■ Required action:
Retype the whole listing exactly. Leave out pictures.

■ Data in this exercise:
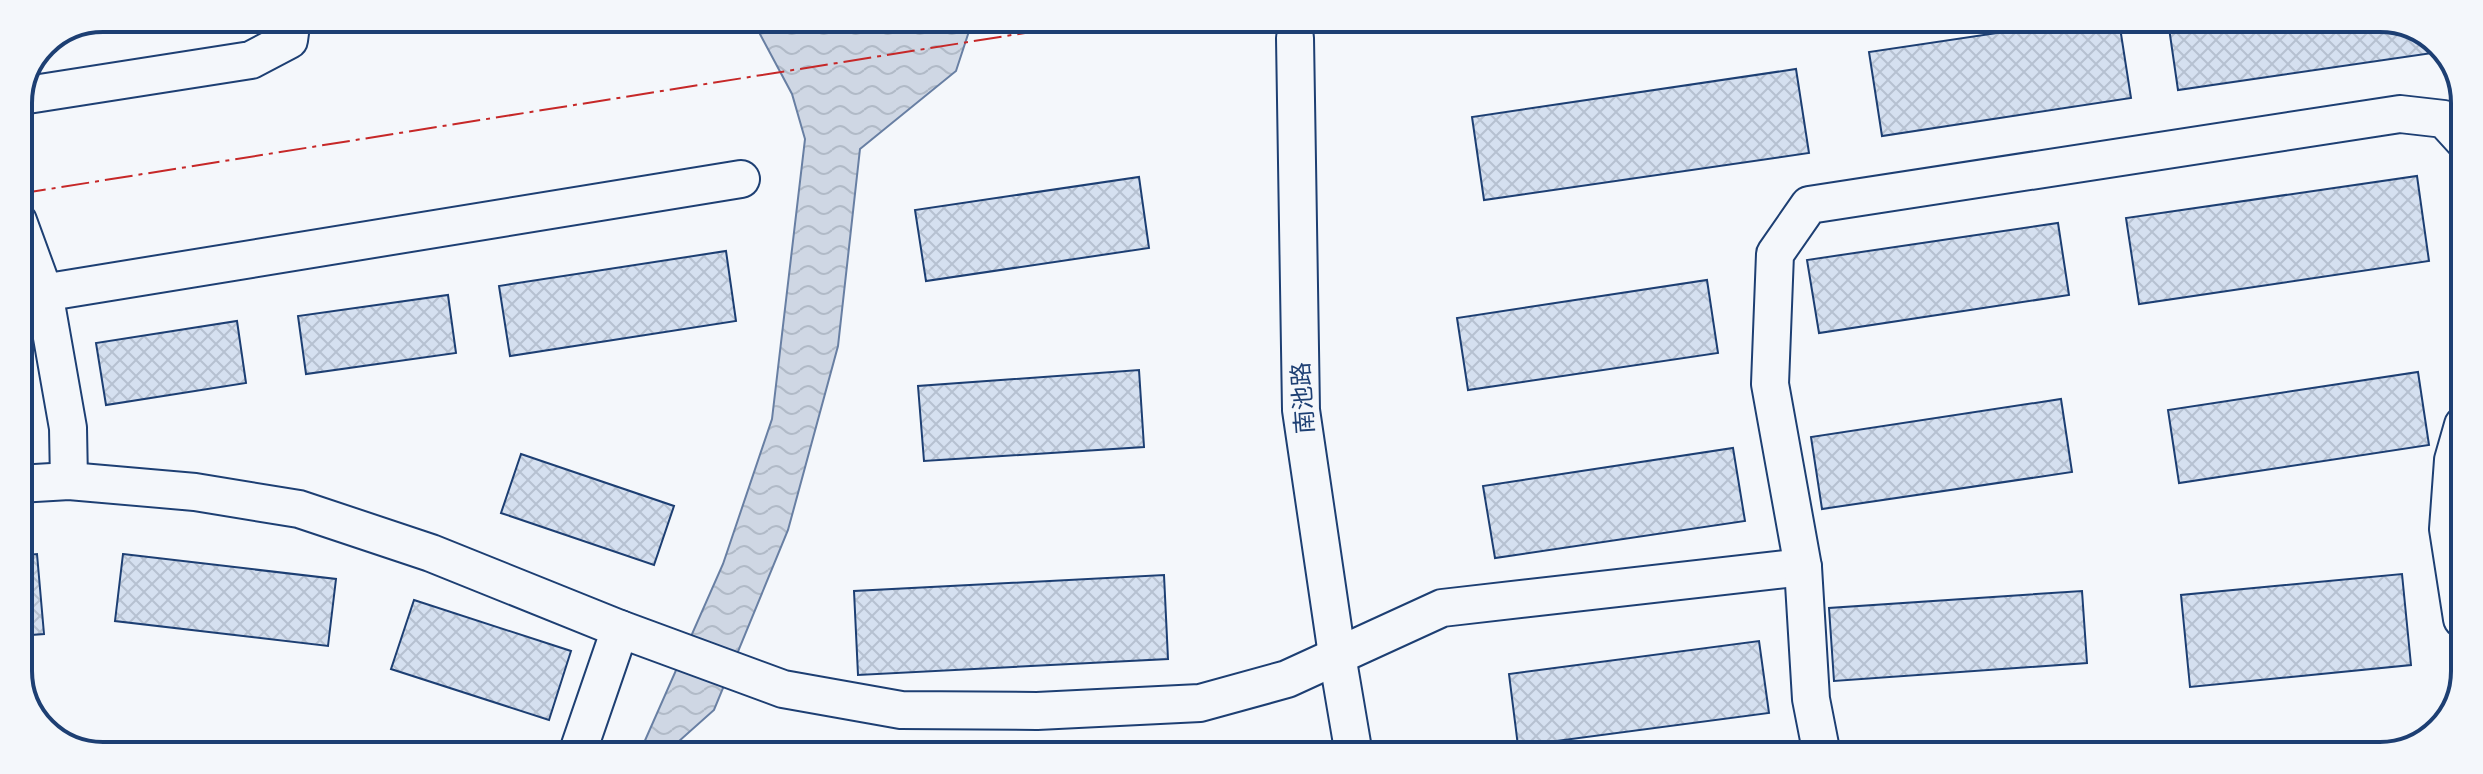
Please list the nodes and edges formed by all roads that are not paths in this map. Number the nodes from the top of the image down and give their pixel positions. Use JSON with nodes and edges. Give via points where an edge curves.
{"nodes":[{"id":1,"x":290,"y":32,"type":"edge"},
{"id":2,"x":1295,"y":38,"type":"dead end"},
{"id":3,"x":33,"y":94,"type":"edge"},
{"id":4,"x":2451,"y":127,"type":"edge"},
{"id":5,"x":741,"y":179,"type":"dead end"},
{"id":6,"x":32,"y":295,"type":"edge"},
{"id":7,"x":32,"y":299,"type":"edge"},
{"id":8,"x":69,"y":481,"type":"junction"},
{"id":9,"x":32,"y":483,"type":"edge"},
{"id":10,"x":2451,"y":488,"type":"edge"},
{"id":11,"x":2451,"y":548,"type":"edge"},
{"id":12,"x":1803,"y":567,"type":"junction"},
{"id":13,"x":620,"y":629,"type":"junction"},
{"id":14,"x":1337,"y":655,"type":"junction"},
{"id":15,"x":581,"y":742,"type":"edge"},
{"id":16,"x":1352,"y":742,"type":"edge"},
{"id":17,"x":1819,"y":742,"type":"edge"}],
"edges":[{"from":1,"to":3,"type":"street","via":[[289,40],[251,60]]},
{"from":2,"to":14,"type":"street","name":"南池路","via":[[1301,410]]},
{"from":4,"to":12,"type":"street","via":[[2444,119],[2400,114],[1809,205],[1775,254],[1770,384]]},
{"from":5,"to":6,"type":"street"},
{"from":7,"to":8,"type":"street","via":[[68,428]]},
{"from":8,"to":9,"type":"street"},
{"from":8,"to":13,"type":"street","via":[[195,492],[299,509],[431,553]]},
{"from":10,"to":11,"type":"street"},
{"from":12,"to":14,"type":"street","via":[[1442,608]]},
{"from":12,"to":17,"type":"street","via":[[1811,699]]},
{"from":13,"to":14,"type":"street","via":[[783,689],[901,710],[1037,711],[1200,703],[1287,679]]},
{"from":13,"to":15,"type":"street"},
{"from":14,"to":16,"type":"street","name":"南池路"}]}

■ Written answer:
Please list the nodes and edges formed by all roads that are not paths in this map. Number the nodes from the top of the image down and give their pixel positions. Use JSON with nodes and edges. Give via points where an edge curves.
{"nodes":[{"id":1,"x":290,"y":32,"type":"edge"},
{"id":2,"x":1295,"y":38,"type":"dead end"},
{"id":3,"x":33,"y":94,"type":"edge"},
{"id":4,"x":2451,"y":127,"type":"edge"},
{"id":5,"x":741,"y":179,"type":"dead end"},
{"id":6,"x":32,"y":295,"type":"edge"},
{"id":7,"x":32,"y":299,"type":"edge"},
{"id":8,"x":69,"y":481,"type":"junction"},
{"id":9,"x":32,"y":483,"type":"edge"},
{"id":10,"x":2451,"y":488,"type":"edge"},
{"id":11,"x":2451,"y":548,"type":"edge"},
{"id":12,"x":1803,"y":567,"type":"junction"},
{"id":13,"x":620,"y":629,"type":"junction"},
{"id":14,"x":1337,"y":655,"type":"junction"},
{"id":15,"x":581,"y":742,"type":"edge"},
{"id":16,"x":1352,"y":742,"type":"edge"},
{"id":17,"x":1819,"y":742,"type":"edge"}],
"edges":[{"from":1,"to":3,"type":"street","via":[[289,40],[251,60]]},
{"from":2,"to":14,"type":"street","name":"南池路","via":[[1301,410]]},
{"from":4,"to":12,"type":"street","via":[[2444,119],[2400,114],[1809,205],[1775,254],[1770,384]]},
{"from":5,"to":6,"type":"street"},
{"from":7,"to":8,"type":"street","via":[[68,428]]},
{"from":8,"to":9,"type":"street"},
{"from":8,"to":13,"type":"street","via":[[195,492],[299,509],[431,553]]},
{"from":10,"to":11,"type":"street"},
{"from":12,"to":14,"type":"street","via":[[1442,608]]},
{"from":12,"to":17,"type":"street","via":[[1811,699]]},
{"from":13,"to":14,"type":"street","via":[[783,689],[901,710],[1037,711],[1200,703],[1287,679]]},
{"from":13,"to":15,"type":"street"},
{"from":14,"to":16,"type":"street","name":"南池路"}]}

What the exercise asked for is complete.